Data to process
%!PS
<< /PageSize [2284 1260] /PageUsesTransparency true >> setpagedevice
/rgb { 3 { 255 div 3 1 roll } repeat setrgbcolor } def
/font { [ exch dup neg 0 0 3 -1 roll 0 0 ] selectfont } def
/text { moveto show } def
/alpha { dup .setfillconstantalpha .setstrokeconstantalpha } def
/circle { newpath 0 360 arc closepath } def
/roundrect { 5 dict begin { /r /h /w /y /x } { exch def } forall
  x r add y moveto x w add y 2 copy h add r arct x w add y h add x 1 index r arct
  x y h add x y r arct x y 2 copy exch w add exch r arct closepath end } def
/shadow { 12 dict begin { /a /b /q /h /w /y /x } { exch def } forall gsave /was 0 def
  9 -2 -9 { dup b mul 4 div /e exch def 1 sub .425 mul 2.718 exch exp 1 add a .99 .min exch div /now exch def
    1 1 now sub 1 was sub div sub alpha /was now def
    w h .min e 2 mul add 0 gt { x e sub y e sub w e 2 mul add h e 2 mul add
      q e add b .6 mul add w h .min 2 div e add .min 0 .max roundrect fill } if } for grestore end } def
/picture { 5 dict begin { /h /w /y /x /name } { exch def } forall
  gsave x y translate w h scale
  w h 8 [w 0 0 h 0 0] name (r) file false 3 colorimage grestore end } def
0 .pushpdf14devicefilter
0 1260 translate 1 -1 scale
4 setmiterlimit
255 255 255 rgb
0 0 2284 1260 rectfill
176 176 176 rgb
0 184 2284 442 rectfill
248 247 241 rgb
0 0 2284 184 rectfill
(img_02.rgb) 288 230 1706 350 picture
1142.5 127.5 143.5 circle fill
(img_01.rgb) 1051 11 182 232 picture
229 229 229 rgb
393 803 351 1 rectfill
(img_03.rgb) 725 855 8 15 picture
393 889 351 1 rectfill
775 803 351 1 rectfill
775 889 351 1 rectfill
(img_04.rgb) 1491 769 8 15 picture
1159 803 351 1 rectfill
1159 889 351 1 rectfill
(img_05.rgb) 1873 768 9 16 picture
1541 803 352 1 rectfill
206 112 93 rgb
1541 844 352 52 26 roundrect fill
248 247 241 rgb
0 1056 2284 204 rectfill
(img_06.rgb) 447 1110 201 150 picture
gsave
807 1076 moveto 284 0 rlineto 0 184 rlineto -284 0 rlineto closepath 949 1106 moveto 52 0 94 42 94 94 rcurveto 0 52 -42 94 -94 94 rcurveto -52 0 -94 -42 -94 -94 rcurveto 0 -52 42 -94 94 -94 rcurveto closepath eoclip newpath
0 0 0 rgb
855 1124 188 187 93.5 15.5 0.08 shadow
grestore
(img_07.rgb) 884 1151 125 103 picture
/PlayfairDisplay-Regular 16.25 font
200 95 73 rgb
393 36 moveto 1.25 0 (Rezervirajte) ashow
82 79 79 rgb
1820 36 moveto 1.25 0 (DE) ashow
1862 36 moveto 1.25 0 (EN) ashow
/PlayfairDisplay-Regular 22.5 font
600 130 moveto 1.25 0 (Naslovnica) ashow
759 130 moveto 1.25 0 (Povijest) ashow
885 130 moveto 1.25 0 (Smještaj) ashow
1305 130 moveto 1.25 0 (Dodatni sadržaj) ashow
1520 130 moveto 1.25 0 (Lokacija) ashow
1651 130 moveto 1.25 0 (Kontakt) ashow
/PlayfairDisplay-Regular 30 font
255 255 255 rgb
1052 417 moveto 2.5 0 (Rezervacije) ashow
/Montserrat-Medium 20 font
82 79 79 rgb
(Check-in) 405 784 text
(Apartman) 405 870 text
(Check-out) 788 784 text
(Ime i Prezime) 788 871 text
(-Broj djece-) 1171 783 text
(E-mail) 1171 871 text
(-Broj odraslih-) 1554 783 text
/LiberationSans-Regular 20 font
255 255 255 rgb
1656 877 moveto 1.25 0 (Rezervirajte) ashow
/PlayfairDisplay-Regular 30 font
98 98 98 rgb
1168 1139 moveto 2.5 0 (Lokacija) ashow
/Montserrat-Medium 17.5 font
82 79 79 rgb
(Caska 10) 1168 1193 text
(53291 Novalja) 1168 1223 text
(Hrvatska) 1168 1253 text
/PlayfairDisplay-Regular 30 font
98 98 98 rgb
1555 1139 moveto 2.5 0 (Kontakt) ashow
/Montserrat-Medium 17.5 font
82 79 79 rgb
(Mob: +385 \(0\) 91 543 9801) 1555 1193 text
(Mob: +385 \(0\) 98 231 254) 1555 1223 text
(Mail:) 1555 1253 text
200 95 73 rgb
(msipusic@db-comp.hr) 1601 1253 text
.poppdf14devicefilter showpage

Work task
Taking the listing above as the source, transcribe only the lines starting at the line with "dup .setfillconstantalpha .setstrokeconstantalpha" and going through the line with "x r add y moveto", unaltered and with both ends included.

Problem solution
/alpha { dup .setfillconstantalpha .setstrokeconstantalpha } def
/circle { newpath 0 360 arc closepath } def
/roundrect { 5 dict begin { /r /h /w /y /x } { exch def } forall
  x r add y moveto x w add y 2 copy h add r arct x w add y h add x 1 index r arct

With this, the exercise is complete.